(Data excerpts)
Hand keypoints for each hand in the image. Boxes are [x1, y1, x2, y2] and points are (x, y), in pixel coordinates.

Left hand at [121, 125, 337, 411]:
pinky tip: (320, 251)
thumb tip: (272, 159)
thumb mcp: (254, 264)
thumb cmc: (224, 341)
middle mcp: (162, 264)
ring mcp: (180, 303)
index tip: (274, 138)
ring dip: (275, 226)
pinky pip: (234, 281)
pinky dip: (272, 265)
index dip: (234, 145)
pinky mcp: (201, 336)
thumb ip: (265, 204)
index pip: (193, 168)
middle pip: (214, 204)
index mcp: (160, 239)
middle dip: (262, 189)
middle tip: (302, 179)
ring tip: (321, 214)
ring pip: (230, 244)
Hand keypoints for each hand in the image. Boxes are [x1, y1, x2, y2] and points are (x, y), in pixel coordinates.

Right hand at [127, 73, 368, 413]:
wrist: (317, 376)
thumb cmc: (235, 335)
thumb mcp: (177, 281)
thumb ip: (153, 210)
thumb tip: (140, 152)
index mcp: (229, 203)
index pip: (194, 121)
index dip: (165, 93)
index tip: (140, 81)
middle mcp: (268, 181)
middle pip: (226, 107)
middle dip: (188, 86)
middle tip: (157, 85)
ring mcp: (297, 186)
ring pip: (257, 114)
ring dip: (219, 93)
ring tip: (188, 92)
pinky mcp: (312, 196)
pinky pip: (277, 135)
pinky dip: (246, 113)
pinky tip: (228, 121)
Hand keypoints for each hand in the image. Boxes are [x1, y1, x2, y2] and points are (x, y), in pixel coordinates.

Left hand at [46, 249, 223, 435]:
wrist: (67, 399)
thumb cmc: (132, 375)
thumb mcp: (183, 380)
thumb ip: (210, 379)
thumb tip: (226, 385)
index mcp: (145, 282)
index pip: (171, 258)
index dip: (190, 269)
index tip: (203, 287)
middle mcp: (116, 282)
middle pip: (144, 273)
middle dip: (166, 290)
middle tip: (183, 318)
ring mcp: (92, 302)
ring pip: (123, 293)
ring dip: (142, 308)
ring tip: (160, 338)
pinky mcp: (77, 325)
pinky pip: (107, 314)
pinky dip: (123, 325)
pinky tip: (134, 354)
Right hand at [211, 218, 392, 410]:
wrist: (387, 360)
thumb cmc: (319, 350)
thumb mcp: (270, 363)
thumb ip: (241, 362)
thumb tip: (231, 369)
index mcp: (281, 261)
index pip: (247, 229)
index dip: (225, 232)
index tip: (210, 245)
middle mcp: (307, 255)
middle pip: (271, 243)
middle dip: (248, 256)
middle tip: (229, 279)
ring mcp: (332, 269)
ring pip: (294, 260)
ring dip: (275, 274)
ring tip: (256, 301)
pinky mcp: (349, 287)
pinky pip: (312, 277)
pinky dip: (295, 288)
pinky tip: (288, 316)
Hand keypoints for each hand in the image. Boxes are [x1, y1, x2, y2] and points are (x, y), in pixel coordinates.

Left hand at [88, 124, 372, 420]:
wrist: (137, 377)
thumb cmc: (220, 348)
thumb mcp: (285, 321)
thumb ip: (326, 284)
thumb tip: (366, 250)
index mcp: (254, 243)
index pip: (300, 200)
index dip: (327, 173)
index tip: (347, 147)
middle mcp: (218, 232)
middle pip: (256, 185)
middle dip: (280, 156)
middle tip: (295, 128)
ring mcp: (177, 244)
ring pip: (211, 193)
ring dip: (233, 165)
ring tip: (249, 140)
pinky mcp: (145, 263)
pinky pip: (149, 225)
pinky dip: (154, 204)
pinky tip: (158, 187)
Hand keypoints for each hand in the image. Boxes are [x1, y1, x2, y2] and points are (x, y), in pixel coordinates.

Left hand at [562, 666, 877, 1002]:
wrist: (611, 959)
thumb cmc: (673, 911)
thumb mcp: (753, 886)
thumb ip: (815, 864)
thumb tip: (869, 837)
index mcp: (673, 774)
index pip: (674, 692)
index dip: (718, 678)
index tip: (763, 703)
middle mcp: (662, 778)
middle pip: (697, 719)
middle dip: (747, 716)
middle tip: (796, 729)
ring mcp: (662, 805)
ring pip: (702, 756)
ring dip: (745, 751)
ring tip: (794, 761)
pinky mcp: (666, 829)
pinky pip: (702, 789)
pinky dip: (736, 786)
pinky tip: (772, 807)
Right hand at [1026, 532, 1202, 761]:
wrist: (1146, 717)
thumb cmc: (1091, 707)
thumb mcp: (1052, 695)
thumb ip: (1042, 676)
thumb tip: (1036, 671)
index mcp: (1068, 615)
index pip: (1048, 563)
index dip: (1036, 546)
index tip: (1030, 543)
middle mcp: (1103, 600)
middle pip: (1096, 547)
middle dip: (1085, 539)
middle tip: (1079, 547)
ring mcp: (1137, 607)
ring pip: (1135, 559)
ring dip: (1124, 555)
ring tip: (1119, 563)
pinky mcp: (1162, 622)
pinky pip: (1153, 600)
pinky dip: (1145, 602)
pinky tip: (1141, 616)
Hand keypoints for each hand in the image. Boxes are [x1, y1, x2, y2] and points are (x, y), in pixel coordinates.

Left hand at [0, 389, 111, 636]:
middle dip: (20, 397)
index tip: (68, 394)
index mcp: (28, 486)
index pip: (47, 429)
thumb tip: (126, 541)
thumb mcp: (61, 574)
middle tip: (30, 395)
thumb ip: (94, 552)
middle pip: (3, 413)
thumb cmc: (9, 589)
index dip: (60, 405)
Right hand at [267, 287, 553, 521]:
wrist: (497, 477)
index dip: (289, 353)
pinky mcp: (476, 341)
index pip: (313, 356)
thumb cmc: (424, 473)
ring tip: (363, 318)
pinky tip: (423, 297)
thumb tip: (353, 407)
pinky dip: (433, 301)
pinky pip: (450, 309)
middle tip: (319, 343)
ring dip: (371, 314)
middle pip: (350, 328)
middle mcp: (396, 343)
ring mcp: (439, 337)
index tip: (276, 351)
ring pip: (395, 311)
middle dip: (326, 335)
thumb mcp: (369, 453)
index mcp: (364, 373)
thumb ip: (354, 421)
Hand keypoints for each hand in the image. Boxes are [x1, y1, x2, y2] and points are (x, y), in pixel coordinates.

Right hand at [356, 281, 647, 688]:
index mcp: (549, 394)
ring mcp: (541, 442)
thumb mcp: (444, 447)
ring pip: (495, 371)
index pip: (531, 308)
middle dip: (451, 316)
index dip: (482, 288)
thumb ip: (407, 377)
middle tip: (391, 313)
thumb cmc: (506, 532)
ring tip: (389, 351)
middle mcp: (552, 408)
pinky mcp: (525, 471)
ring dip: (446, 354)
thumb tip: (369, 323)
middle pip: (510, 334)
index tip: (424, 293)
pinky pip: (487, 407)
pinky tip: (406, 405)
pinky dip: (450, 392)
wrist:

> _Activity_: What lines in the records above include the string "Right"? Copy each one.

> _Solution for this exercise_:
Right hand at [127, 73, 368, 413]:
Right hand at [211, 218, 392, 410]:
Right hand at [1026, 532, 1202, 761]:
Right hand at [267, 287, 553, 521]:
Right hand at [356, 281, 647, 688]:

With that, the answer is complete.